In fact, Ardern gave the late-night manoeuvre legitimacy by implying that, in this case, the ends might justify the means inasmuch as the possibility of water being privatised was so reprehensible that forestalling it by entrenching the legislation might be warranted.
A stern letter from the Law Society later that week asserting the entrenchment “undermines democracy” and was “unconstitutional” seemed to finally jolt Ardern into the realisation that she was playing with fire and was likely to get badly burned.
What had hitherto been “quirky” and “novel” was promoted to the slightly graver category of “mistake”. Immediate moves were made to repeal the amendment but with no evidence the Prime Minister was deeply concerned about the insult and injury it had posed to democracy itself.

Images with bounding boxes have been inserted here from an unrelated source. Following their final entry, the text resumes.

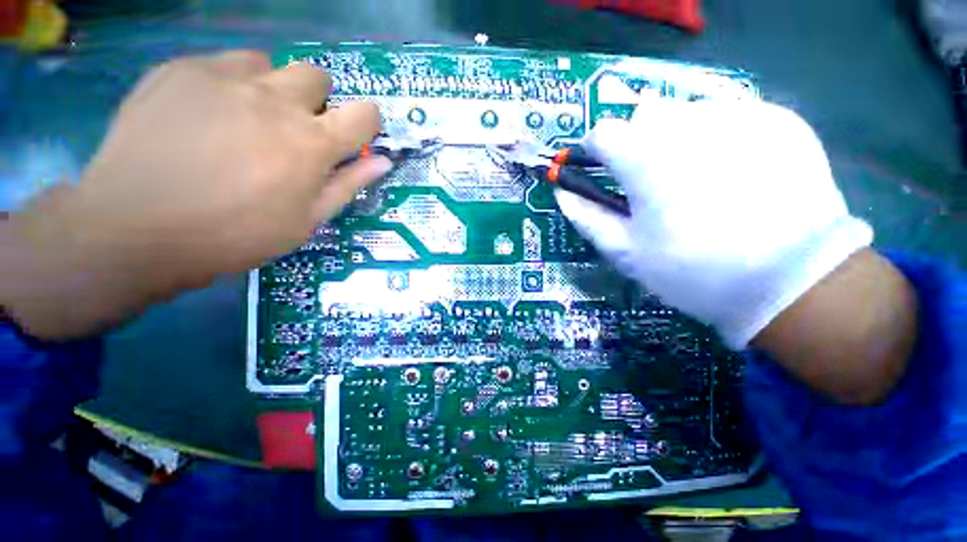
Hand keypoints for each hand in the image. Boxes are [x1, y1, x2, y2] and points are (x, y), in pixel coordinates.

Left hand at [2, 50, 390, 338]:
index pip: (364, 115)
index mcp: (311, 144)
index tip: (356, 135)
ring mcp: (223, 78)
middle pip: (317, 76)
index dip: (367, 122)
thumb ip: (348, 185)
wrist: (134, 228)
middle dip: (316, 101)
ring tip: (247, 119)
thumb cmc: (234, 234)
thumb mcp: (306, 220)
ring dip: (271, 88)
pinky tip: (206, 115)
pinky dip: (228, 84)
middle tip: (294, 131)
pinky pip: (221, 63)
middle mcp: (275, 100)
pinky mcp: (179, 70)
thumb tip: (383, 162)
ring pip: (269, 64)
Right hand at [556, 95, 872, 349]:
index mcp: (645, 156)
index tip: (602, 173)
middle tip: (651, 183)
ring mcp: (740, 114)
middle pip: (644, 116)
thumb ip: (586, 217)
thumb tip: (561, 193)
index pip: (602, 132)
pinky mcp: (779, 120)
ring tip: (694, 179)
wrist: (793, 281)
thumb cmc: (692, 270)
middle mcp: (688, 122)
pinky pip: (732, 115)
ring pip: (686, 111)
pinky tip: (735, 173)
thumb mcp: (626, 251)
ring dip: (677, 138)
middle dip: (637, 143)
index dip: (595, 152)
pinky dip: (720, 137)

The chasm between Ardern’s breezy boast to Marin about a commitment to democracy and her actual indifference to constitutional tradition over entrenchment was revealing.
Standing alongside the Finnish Prime Minister, Ardern perhaps dreamt for a few minutes that she had somehow been transported to Finland’s magnificent Parliament in Helsinki where she could happily trumpet her imaginary democratic credentials without a backlash.
It has been observed that a peculiar transformation overtakes her when she travels overseas. At home she is usually very reluctant to defend democracy when asked, but once her plane touches down in a foreign country she becomes very keen to pose as its champion in front of adoring audiences.
At the Tech 4 Democracy summit in Madrid in June, she opined that the “real duty” of political leaders was “to nurture a thriving and effective democratic system that protects human rights and provides for people’s long-term wellbeing”.
In May, addressing 8000 students at Harvard, Ardern warned “democracy is fragile”.
She also reminded them that “the foundation of a strong democracy includes trust in institutions, experts and government — and this can be built up over decades but torn down in mere years.”
Her statement was no doubt intended to be viewed by her young American audience as a reference to Donald Trump, but it could also describe the destructive actions of her own government in pushing through the deeply unpopular Three / Five Waters programme by subterfuge.
This has included asking councils last year for feedback on whether they wanted to opt in even though the decision to not allow that choice had been made months before by Cabinet.
Another egregious example was provided last month by the stealthy extension of Three Waters to Five Waters. This was achieved by late amendments slipped in before the bill’s second reading with virtually no notice, without the matter having been discussed by Cabinet and months after submissions had closed.
When confronted about this deeply undemocratic manoeuvre by Newstalk ZB’s Barry Soper, Ardern insisted that the amended Water Services Entities Bill did not convert the three waters (freshwater, storm water and waste water) into five waters (with the late addition of coastal and geothermal) as he alleged.
Despite the fact that Soper was entirely correct — as anyone with reasonable comprehension skills could see from the legislation — the Prime Minister maintained he was wrong.
She claimed the reason for the “confusion” lay in shabby drafting. She would see, she said, if the parliamentary drafters could make it clearer.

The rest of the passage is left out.